Many creatives have snubbed it in the past, favouring instead the two-chip power, larger RAM capacity and multiple drives of the Mac Pro workstation. But with the latest Xeon chips having pushed the Mac Pro’s price into the stratosphere, the iMac is now worth consideration.
Most of the front of our iMac is taken up by a 27-inch screen (there’s also a 21-inch version). This boasts a mighty 2,560-x-1,440 resolution, which allows you to see every detail in high-res artworks and layouts; you can even view HD video full size within After Effects’ interface. Colour representation is also excellent. There’s one minor flaw – it’s glossy and under bright light the glare can be annoying.
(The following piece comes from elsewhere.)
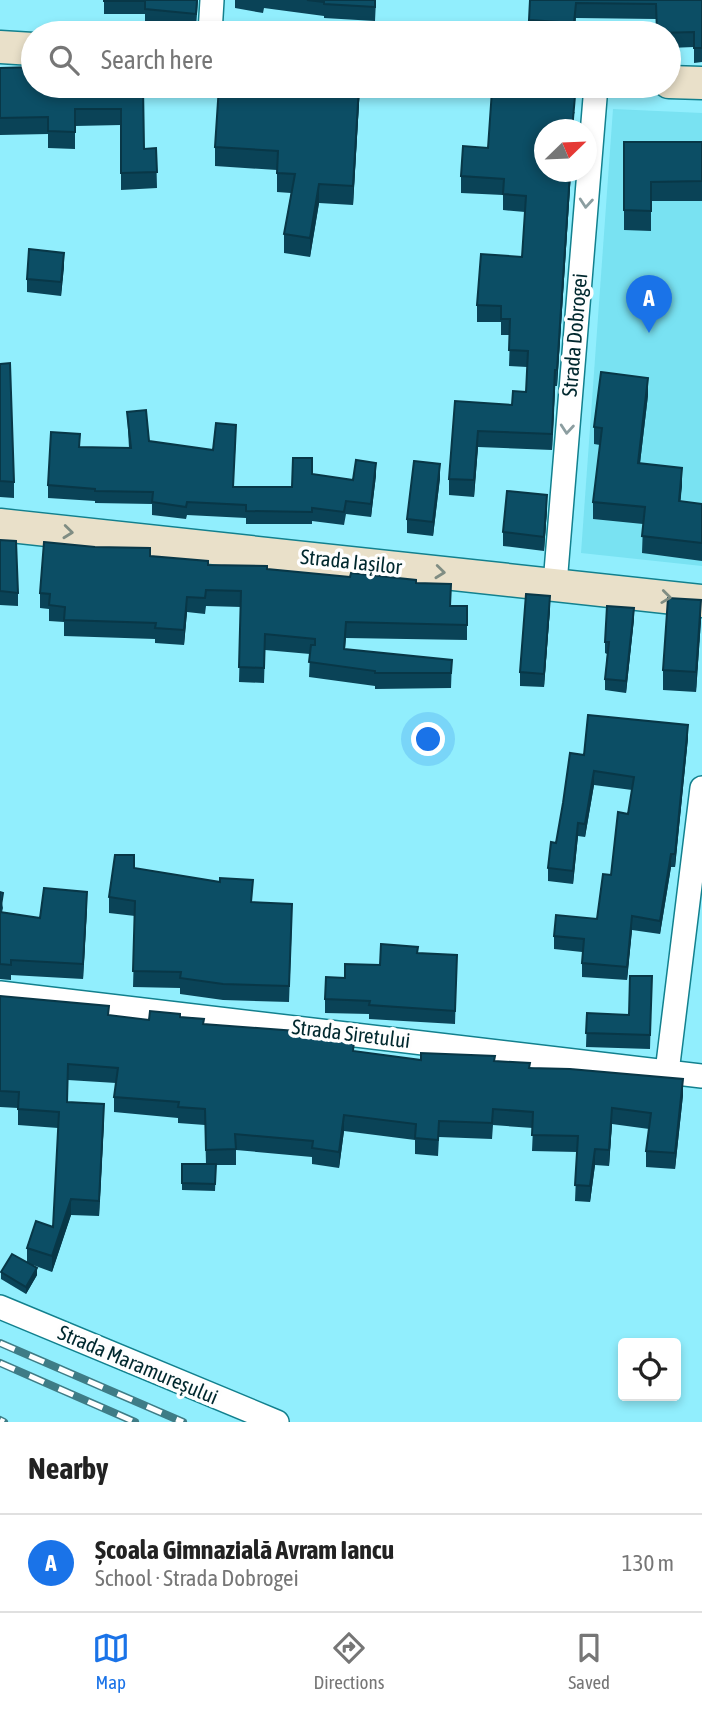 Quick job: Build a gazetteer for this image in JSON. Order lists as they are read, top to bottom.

Our test unit has a 2.93GHz Intel Core i7 chip, which is only available as a build-to-order option. With four cores chugging away together and 8GB of RAM, this is fast enough for most graphics tasks. It’s only in video effects and 3D rendering that you really notice the extra oomph of the Mac Pro’s extra chip or RAIDed hard drives.
The latest refresh added the option of a solid state system drive alongside the main hard drive, and our test unit has a 256GB SSD and a 2TB media drive, easily enough for most creatives. The iMac makes short work of real-time 3D demands, as it has an ATI Radeon HD 5750 graphics chip with 1GB of RAM.
The compromises I mentioned earlier come from the iMac’s monitor-style layout. Adding extra RAM is relatively easy but additional storage has to added externally – and there’s no eSATA port. This severely limits the iMac’s usefulness for those working with video – but for graphics, this is an excellent system.